►

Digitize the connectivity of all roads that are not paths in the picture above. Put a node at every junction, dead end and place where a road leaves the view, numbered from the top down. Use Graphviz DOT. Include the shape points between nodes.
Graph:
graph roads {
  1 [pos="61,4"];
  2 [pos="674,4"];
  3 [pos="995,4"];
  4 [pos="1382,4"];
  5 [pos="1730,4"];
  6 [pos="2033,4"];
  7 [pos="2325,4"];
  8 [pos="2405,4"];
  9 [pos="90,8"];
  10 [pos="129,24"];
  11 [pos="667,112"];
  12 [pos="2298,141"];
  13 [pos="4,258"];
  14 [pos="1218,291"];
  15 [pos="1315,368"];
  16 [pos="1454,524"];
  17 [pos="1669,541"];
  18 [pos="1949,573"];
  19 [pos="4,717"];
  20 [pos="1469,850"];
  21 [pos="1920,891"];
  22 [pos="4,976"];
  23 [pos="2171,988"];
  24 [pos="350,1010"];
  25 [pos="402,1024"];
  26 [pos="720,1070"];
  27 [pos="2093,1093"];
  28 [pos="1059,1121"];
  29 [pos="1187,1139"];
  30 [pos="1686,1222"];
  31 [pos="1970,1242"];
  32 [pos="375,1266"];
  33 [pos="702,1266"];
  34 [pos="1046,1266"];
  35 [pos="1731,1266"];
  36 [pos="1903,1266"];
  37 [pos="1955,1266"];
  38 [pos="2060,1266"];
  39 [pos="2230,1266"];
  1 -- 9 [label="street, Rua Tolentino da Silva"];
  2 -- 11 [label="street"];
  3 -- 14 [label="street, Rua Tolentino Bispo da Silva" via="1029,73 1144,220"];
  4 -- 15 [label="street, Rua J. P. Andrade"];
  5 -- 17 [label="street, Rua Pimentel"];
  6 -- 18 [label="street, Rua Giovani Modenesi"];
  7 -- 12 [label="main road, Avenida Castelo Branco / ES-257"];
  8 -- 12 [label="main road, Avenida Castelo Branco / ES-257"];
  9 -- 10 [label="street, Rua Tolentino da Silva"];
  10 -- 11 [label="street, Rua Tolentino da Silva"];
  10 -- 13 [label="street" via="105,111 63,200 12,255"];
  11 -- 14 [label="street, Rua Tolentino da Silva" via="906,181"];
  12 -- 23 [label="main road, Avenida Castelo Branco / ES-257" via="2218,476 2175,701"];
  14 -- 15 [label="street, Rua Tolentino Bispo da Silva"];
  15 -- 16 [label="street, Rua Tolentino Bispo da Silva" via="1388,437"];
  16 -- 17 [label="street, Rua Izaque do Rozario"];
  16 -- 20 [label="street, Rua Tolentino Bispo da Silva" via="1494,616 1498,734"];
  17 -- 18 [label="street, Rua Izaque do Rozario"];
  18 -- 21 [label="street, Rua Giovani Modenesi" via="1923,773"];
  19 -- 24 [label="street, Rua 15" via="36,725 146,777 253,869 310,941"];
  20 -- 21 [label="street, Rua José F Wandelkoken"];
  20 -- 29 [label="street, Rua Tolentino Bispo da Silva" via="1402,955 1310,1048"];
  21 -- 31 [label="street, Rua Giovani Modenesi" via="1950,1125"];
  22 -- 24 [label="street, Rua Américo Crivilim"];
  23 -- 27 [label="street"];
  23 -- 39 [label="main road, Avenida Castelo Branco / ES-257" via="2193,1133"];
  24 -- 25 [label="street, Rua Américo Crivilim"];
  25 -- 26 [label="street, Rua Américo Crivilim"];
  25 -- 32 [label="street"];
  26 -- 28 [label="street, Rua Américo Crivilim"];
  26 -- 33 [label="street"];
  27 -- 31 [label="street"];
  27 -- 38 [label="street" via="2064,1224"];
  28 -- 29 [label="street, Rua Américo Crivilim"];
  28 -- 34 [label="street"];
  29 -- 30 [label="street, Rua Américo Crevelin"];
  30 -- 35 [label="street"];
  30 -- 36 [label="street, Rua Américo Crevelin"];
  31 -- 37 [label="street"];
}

◄

ASSIGNED TASK: Make a verbatim copy of each record.

TASK SOLUTION:
Digitize the connectivity of all roads that are not paths in the picture above. Put a node at every junction, dead end and place where a road leaves the view, numbered from the top down. Use Graphviz DOT. Include the shape points between nodes.
Graph:
graph roads {
  1 [pos="61,4"];
  2 [pos="674,4"];
  3 [pos="995,4"];
  4 [pos="1382,4"];
  5 [pos="1730,4"];
  6 [pos="2033,4"];
  7 [pos="2325,4"];
  8 [pos="2405,4"];
  9 [pos="90,8"];
  10 [pos="129,24"];
  11 [pos="667,112"];
  12 [pos="2298,141"];
  13 [pos="4,258"];
  14 [pos="1218,291"];
  15 [pos="1315,368"];
  16 [pos="1454,524"];
  17 [pos="1669,541"];
  18 [pos="1949,573"];
  19 [pos="4,717"];
  20 [pos="1469,850"];
  21 [pos="1920,891"];
  22 [pos="4,976"];
  23 [pos="2171,988"];
  24 [pos="350,1010"];
  25 [pos="402,1024"];
  26 [pos="720,1070"];
  27 [pos="2093,1093"];
  28 [pos="1059,1121"];
  29 [pos="1187,1139"];
  30 [pos="1686,1222"];
  31 [pos="1970,1242"];
  32 [pos="375,1266"];
  33 [pos="702,1266"];
  34 [pos="1046,1266"];
  35 [pos="1731,1266"];
  36 [pos="1903,1266"];
  37 [pos="1955,1266"];
  38 [pos="2060,1266"];
  39 [pos="2230,1266"];
  1 -- 9 [label="street, Rua Tolentino da Silva"];
  2 -- 11 [label="street"];
  3 -- 14 [label="street, Rua Tolentino Bispo da Silva" via="1029,73 1144,220"];
  4 -- 15 [label="street, Rua J. P. Andrade"];
  5 -- 17 [label="street, Rua Pimentel"];
  6 -- 18 [label="street, Rua Giovani Modenesi"];
  7 -- 12 [label="main road, Avenida Castelo Branco / ES-257"];
  8 -- 12 [label="main road, Avenida Castelo Branco / ES-257"];
  9 -- 10 [label="street, Rua Tolentino da Silva"];
  10 -- 11 [label="street, Rua Tolentino da Silva"];
  10 -- 13 [label="street" via="105,111 63,200 12,255"];
  11 -- 14 [label="street, Rua Tolentino da Silva" via="906,181"];
  12 -- 23 [label="main road, Avenida Castelo Branco / ES-257" via="2218,476 2175,701"];
  14 -- 15 [label="street, Rua Tolentino Bispo da Silva"];
  15 -- 16 [label="street, Rua Tolentino Bispo da Silva" via="1388,437"];
  16 -- 17 [label="street, Rua Izaque do Rozario"];
  16 -- 20 [label="street, Rua Tolentino Bispo da Silva" via="1494,616 1498,734"];
  17 -- 18 [label="street, Rua Izaque do Rozario"];
  18 -- 21 [label="street, Rua Giovani Modenesi" via="1923,773"];
  19 -- 24 [label="street, Rua 15" via="36,725 146,777 253,869 310,941"];
  20 -- 21 [label="street, Rua José F Wandelkoken"];
  20 -- 29 [label="street, Rua Tolentino Bispo da Silva" via="1402,955 1310,1048"];
  21 -- 31 [label="street, Rua Giovani Modenesi" via="1950,1125"];
  22 -- 24 [label="street, Rua Américo Crivilim"];
  23 -- 27 [label="street"];
  23 -- 39 [label="main road, Avenida Castelo Branco / ES-257" via="2193,1133"];
  24 -- 25 [label="street, Rua Américo Crivilim"];
  25 -- 26 [label="street, Rua Américo Crivilim"];
  25 -- 32 [label="street"];
  26 -- 28 [label="street, Rua Américo Crivilim"];
  26 -- 33 [label="street"];
  27 -- 31 [label="street"];
  27 -- 38 [label="street" via="2064,1224"];
  28 -- 29 [label="street, Rua Américo Crivilim"];
  28 -- 34 [label="street"];
  29 -- 30 [label="street, Rua Américo Crevelin"];
  30 -- 35 [label="street"];
  30 -- 36 [label="street, Rua Américo Crevelin"];
  31 -- 37 [label="street"];
}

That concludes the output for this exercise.